What is required: Every entry must appear in the answer exactly as it does here.

Data for this task:

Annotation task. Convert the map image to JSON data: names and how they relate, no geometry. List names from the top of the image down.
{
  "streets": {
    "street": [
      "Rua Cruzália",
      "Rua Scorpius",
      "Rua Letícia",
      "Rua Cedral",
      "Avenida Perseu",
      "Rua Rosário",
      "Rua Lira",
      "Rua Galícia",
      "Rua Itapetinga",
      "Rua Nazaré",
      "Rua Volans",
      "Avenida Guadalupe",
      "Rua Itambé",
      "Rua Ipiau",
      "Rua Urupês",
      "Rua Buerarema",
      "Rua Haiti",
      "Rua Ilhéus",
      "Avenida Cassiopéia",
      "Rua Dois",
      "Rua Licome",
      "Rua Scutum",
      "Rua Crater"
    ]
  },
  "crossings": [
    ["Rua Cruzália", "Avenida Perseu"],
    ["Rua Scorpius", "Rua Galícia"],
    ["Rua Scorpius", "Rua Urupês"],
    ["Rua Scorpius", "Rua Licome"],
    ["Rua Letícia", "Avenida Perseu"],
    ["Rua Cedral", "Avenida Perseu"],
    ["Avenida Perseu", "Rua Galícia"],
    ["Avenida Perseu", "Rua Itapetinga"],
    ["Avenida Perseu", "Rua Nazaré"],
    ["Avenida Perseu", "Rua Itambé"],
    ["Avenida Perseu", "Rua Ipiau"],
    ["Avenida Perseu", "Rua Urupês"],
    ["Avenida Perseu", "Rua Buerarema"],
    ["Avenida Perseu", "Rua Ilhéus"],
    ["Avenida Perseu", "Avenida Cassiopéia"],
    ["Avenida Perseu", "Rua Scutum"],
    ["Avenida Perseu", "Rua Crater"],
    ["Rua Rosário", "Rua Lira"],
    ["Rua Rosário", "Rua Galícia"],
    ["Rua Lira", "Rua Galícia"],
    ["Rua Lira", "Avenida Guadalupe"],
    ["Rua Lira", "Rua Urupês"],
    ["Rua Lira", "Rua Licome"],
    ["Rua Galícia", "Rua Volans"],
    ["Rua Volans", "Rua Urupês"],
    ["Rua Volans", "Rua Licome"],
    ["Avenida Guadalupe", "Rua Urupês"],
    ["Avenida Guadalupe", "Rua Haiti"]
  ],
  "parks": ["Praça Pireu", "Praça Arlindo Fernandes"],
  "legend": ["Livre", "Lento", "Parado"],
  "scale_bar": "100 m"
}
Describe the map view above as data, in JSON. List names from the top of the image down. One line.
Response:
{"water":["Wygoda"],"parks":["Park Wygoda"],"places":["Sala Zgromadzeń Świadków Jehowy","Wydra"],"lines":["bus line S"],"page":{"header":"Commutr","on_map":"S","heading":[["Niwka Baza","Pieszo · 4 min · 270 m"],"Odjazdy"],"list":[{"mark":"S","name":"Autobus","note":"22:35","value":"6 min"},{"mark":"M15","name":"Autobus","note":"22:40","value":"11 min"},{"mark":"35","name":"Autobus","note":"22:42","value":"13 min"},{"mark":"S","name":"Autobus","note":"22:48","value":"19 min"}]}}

Task response:
Annotation task. Convert the map image to JSON data: names and how they relate, no geometry. List names from the top of the image down.
{
  "streets": {
    "street": [
      "Rua Cruzália",
      "Rua Scorpius",
      "Rua Letícia",
      "Rua Cedral",
      "Avenida Perseu",
      "Rua Rosário",
      "Rua Lira",
      "Rua Galícia",
      "Rua Itapetinga",
      "Rua Nazaré",
      "Rua Volans",
      "Avenida Guadalupe",
      "Rua Itambé",
      "Rua Ipiau",
      "Rua Urupês",
      "Rua Buerarema",
      "Rua Haiti",
      "Rua Ilhéus",
      "Avenida Cassiopéia",
      "Rua Dois",
      "Rua Licome",
      "Rua Scutum",
      "Rua Crater"
    ]
  },
  "crossings": [
    ["Rua Cruzália", "Avenida Perseu"],
    ["Rua Scorpius", "Rua Galícia"],
    ["Rua Scorpius", "Rua Urupês"],
    ["Rua Scorpius", "Rua Licome"],
    ["Rua Letícia", "Avenida Perseu"],
    ["Rua Cedral", "Avenida Perseu"],
    ["Avenida Perseu", "Rua Galícia"],
    ["Avenida Perseu", "Rua Itapetinga"],
    ["Avenida Perseu", "Rua Nazaré"],
    ["Avenida Perseu", "Rua Itambé"],
    ["Avenida Perseu", "Rua Ipiau"],
    ["Avenida Perseu", "Rua Urupês"],
    ["Avenida Perseu", "Rua Buerarema"],
    ["Avenida Perseu", "Rua Ilhéus"],
    ["Avenida Perseu", "Avenida Cassiopéia"],
    ["Avenida Perseu", "Rua Scutum"],
    ["Avenida Perseu", "Rua Crater"],
    ["Rua Rosário", "Rua Lira"],
    ["Rua Rosário", "Rua Galícia"],
    ["Rua Lira", "Rua Galícia"],
    ["Rua Lira", "Avenida Guadalupe"],
    ["Rua Lira", "Rua Urupês"],
    ["Rua Lira", "Rua Licome"],
    ["Rua Galícia", "Rua Volans"],
    ["Rua Volans", "Rua Urupês"],
    ["Rua Volans", "Rua Licome"],
    ["Avenida Guadalupe", "Rua Urupês"],
    ["Avenida Guadalupe", "Rua Haiti"]
  ],
  "parks": ["Praça Pireu", "Praça Arlindo Fernandes"],
  "legend": ["Livre", "Lento", "Parado"],
  "scale_bar": "100 m"
}
Describe the map view above as data, in JSON. List names from the top of the image down. One line.
Response:
{"water":["Wygoda"],"parks":["Park Wygoda"],"places":["Sala Zgromadzeń Świadków Jehowy","Wydra"],"lines":["bus line S"],"page":{"header":"Commutr","on_map":"S","heading":[["Niwka Baza","Pieszo · 4 min · 270 m"],"Odjazdy"],"list":[{"mark":"S","name":"Autobus","note":"22:35","value":"6 min"},{"mark":"M15","name":"Autobus","note":"22:40","value":"11 min"},{"mark":"35","name":"Autobus","note":"22:42","value":"13 min"},{"mark":"S","name":"Autobus","note":"22:48","value":"19 min"}]}}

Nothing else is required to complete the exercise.